Позднее она превратилась в символ, метафору, богиню, и мне стало легче. Богиню бесполезно пинать, с ней бесполезно бороться. Лучше всего было бы ей подчиниться, но на это я не способен. Мое молчание в этом смысле – не только защитная реакция и все-таки сопротивление, а и единственно доступный мне способ признания ее силы, своего рода знак уважения. Чего она не понимает.
Халат с розами скрылся за дверью.
Богиня жизни работает бухгалтером на маленькой мебельной фабрике. Бухгалтерия по отношению к высшей математике – то же самое, что Гарри Поттер по отношению к Гамлету.
«Алеша – это ты, твоя наследственность». Еще одна претензия. Бредятина. Он и мне чужой. Вечная полуулыбка, странные штаны мешком. Волосы схвачены в идиотский бабский хвост.

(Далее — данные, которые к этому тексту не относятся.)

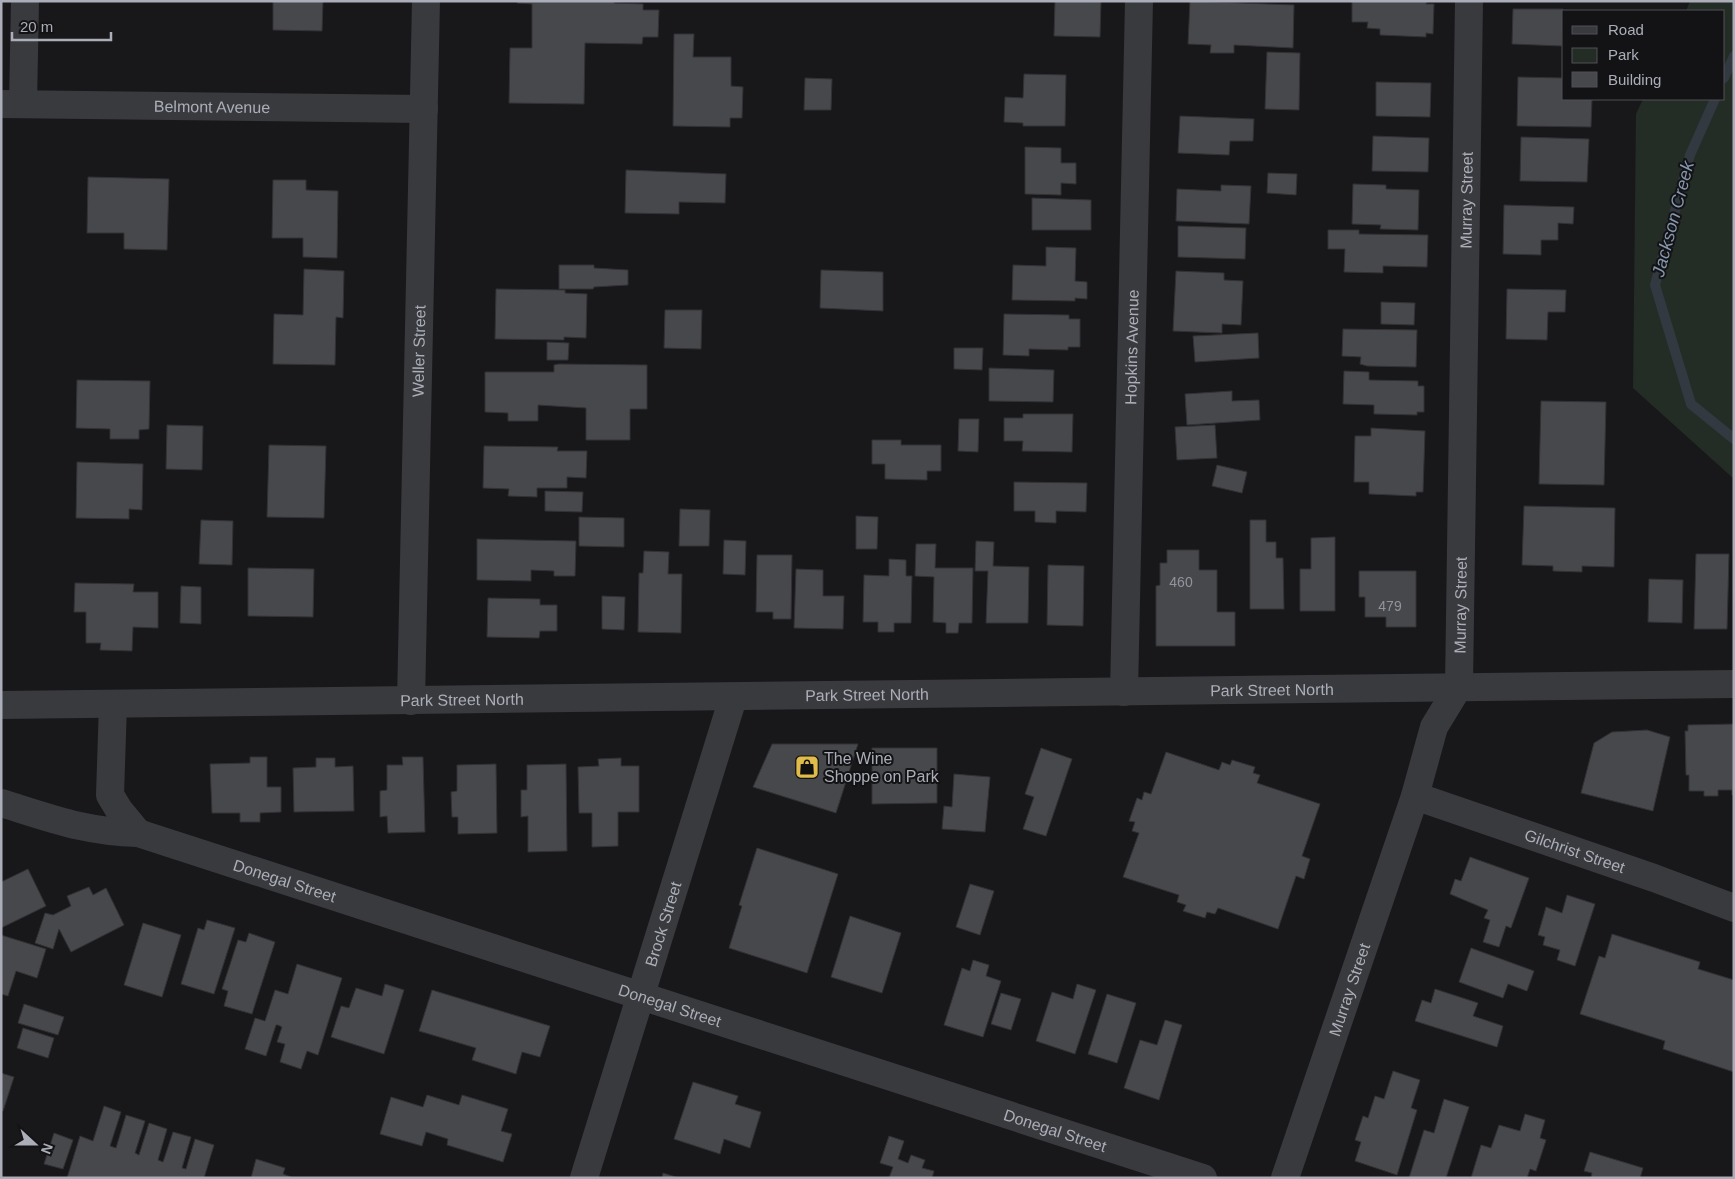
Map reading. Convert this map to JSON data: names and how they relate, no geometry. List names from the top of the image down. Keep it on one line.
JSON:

Воскресенье я не люблю, как и субботу, потому что богиня жизни дома. Алешу я почти не вижу. Дверь его комнаты всегда закрыта, выпускает наружу сладкую вонь курительных палочек и противную заунывную музыку, по которой и можно судить, что он здесь. Редкие посетители в чем-то юбочно-брючном, растянутом, марлевом, радуются непонятно чему и растворяются в зашторенном полумраке.

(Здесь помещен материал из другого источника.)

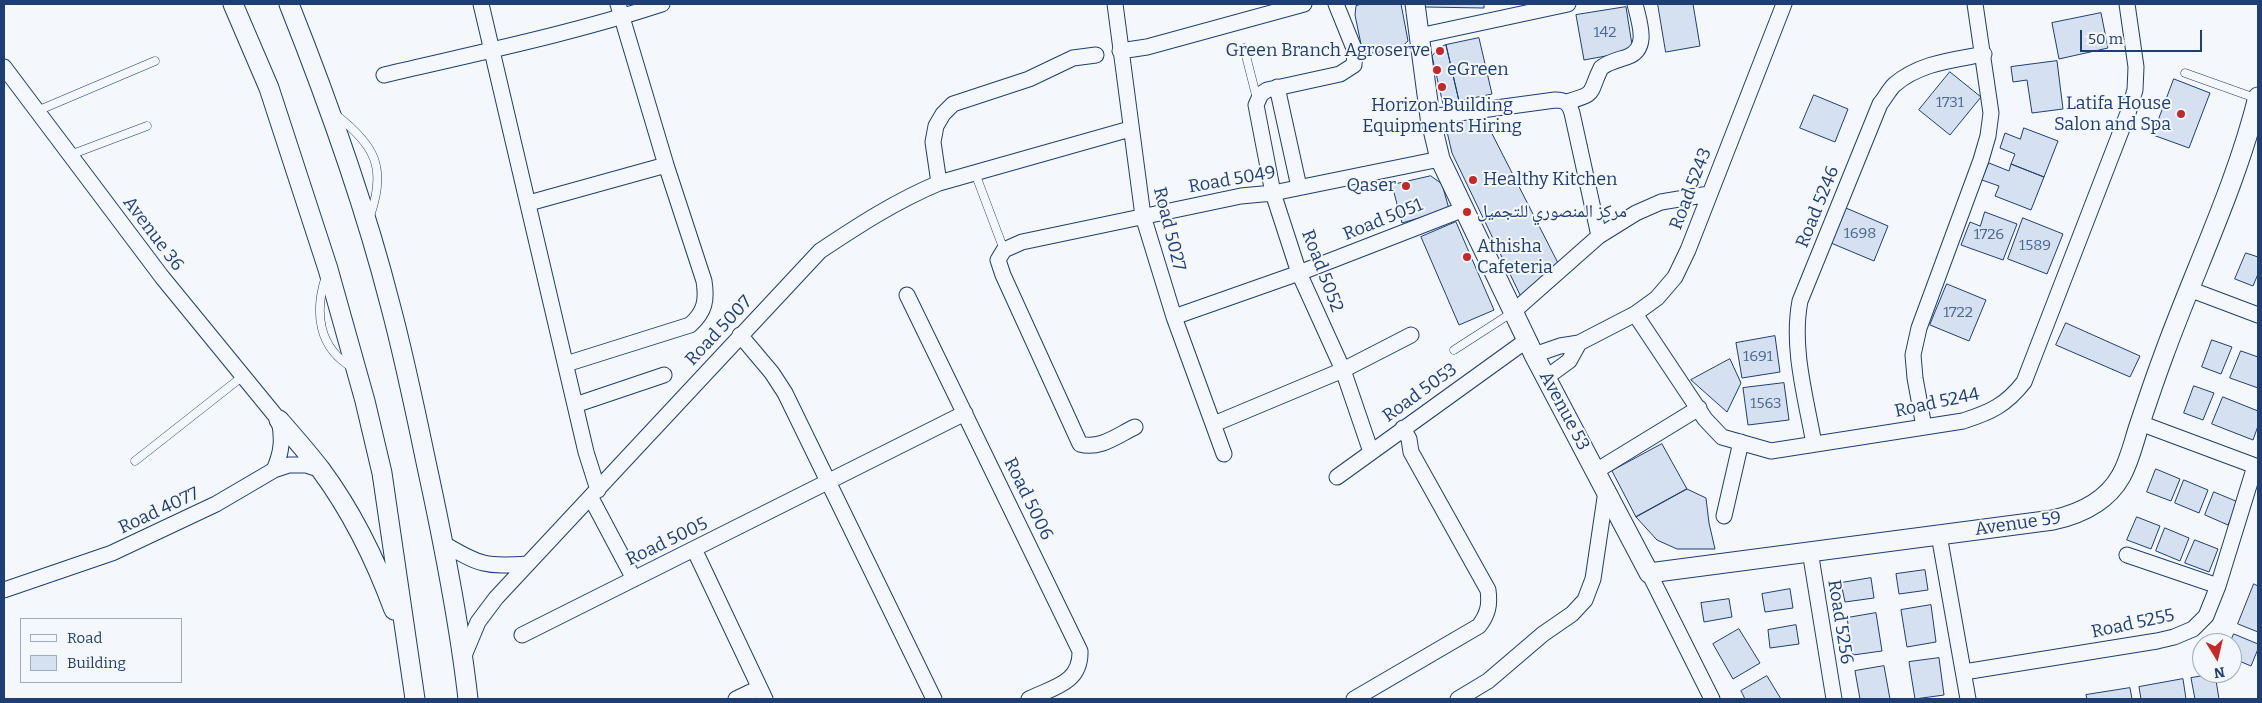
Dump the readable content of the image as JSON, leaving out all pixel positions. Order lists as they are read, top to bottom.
{
  "streets": {
    "street": [
      "Road 5049",
      "Road 5243",
      "Road 5246",
      "Road 5051",
      "Road 5027",
      "Avenue 36",
      "Road 5052",
      "Road 5007",
      "Road 5053",
      "Road 5244",
      "Avenue 53",
      "Road 5006",
      "Road 4077",
      "Avenue 59",
      "Road 5005",
      "Road 5256",
      "Road 5255"
    ]
  },
  "crossings": [
    ["Road 5049", "Road 5027"],
    ["Road 5049", "Road 5052"],
    ["Road 5049", "Avenue 53"],
    ["Road 5243", "Road 5053"],
    ["Road 5243", "Road 5244"],
    ["Road 5243", "Avenue 53"],
    ["Road 5246", "Road 5244"],
    ["Road 5051", "Road 5027"],
    ["Road 5051", "Road 5052"],
    ["Road 5051", "Avenue 53"],
    ["Road 5027", "Road 5007"],
    ["Road 5052", "Road 5053"],
    ["Road 5053", "Avenue 53"],
    ["Avenue 53", "Avenue 59"],
    ["Road 5006", "Road 5005"],
    ["Avenue 59", "Road 5256"],
    ["Avenue 59", "Road 5255"]
  ],
  "places": [
    "Green Branch Agroserve",
    "eGreen",
    "Horizon Building Equipments Hiring",
    "Latifa House Salon and Spa",
    "Healthy Kitchen",
    "Qaser",
    "مركز المنصوري للتجميل",
    "Athisha Cafeteria"
  ],
  "house_numbers": [
    "142",
    "1731",
    "1698",
    "1726",
    "1589",
    "1722",
    "1691",
    "1563"
  ],
  "legend": ["Road", "Building"],
  "scale_bar": "50 m",
  "north": "bottom"
}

Мне очень хотелось кофе и яичницы. Яйца вроде бы еще не кончились.
Красные байковые розы свирепо полыхнули навстречу. Кухня у меня крошечная – даже одному не присесть.
«Жрать захотелось? А туалет за собой помыть не захотелось? А холодильник твоим гнильем пропах – это как? Если живем как в коммуналке, значит, надо правила соблюдать. Что, денег нет на разъезд? Не заработал?»
В будни я выбираюсь попозже, даже если рано проснулся: жду, пока жена не уйдет на работу. У меня и банка есть под кроватью, вместо ночного горшка.
Разъехаться можно и без доплаты. Четыре маленькие комнаты – на две двушки где-нибудь в Бутове. Но с какой стати? Квартира – моя! А еще мамы и сестры Иры. Жена только прописана. Мещанская ее сущность впервые проявилась как раз в вопросе собственности, уже в начале семейной жизни. Мол, не любишь, если не даришь ей половину своей доли. А при чем тут любовь? Слава богу, что не пошел ей навстречу.
Протиснулся к холодильнику, ожидая тумака. Вот они – задвинутые злобной рукой в самую даль три яйца. Одно вытекло, на радость врагу. «Ты что, обалдел?! Ты куда обратно пихаешь? Чтоб я потом тухлятиной дышала?» Спасибо за поданную мысль – тем более оставлю яичный бой в пакете. Под шипение сковородки и жены насыпал кофе в чашку, залил кипятком. Неторопливо отпилил два куска черствого хлеба. «А крошки? Тараканов разводить?!» Какие крошки? Вжимаясь в шкаф, стискивая жостовский поднос (как двинет сейчас кулаком, как гаркнет), увернулся от соприкосновения с божественным телом и прошаркал в свою комнату. «Ты тапки себе можешь новые купить? Воняют уже!»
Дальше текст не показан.